0\. Research. This is one small part of why I read HN, and other assorted
"news" sites. I like to stay current with the tools I use. I don't jump at
every new tool just because it's new, but I understand that my current set of
tools is not perfect. Sooner or later, I'm going to replace every tool in my
toolbox with an even better tool. I may like my current set of tools _today_ ,
but I understand that it's important not to get so attached to them that I
stagnate as a developer. I think it's critically important for good developers
to stay "intellectually curious".

1\. I decided that git was worth trying. So, I started using it with my next
new project. This allowed me to establish a new work flow without interrupting
active projects. Yes, you'll need to read man pages, cheat sheets, etc.
There's no point to adopting a new tool if it behaves exactly like the old
one. So, it shouldn't be a surprise when you actually have to commit to
_learning_ the new tool. That said, I found git to be more user friendly than
I'd expected based on the negative comments I'd read online.

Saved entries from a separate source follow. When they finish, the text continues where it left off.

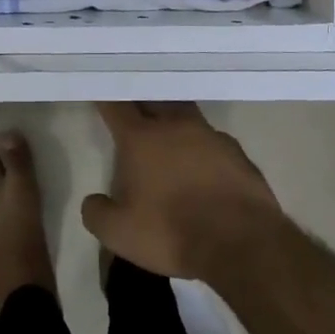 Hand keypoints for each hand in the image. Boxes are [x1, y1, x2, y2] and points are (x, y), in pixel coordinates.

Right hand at [80, 102, 284, 280]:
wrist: (241, 243)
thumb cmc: (171, 232)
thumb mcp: (119, 233)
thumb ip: (97, 212)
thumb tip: (93, 201)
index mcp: (141, 138)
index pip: (116, 106)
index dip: (106, 98)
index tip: (100, 91)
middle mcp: (175, 126)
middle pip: (155, 99)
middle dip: (142, 99)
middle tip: (133, 105)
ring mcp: (210, 136)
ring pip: (187, 115)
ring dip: (174, 119)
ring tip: (168, 133)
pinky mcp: (238, 153)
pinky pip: (213, 141)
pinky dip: (202, 147)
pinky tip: (202, 165)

2\. I decided I liked the new work flow and that git was worth switching to. I
moved my old projects over to git in less than a day and used git for all my
work moving forward.

I'm sure this transition is different for everyone. I'm also sure that git is
not yet (and may never be) a good fit for some people. But, I really don't see
the point in disparaging those who think the switch _is_ worthwhile for
_them_.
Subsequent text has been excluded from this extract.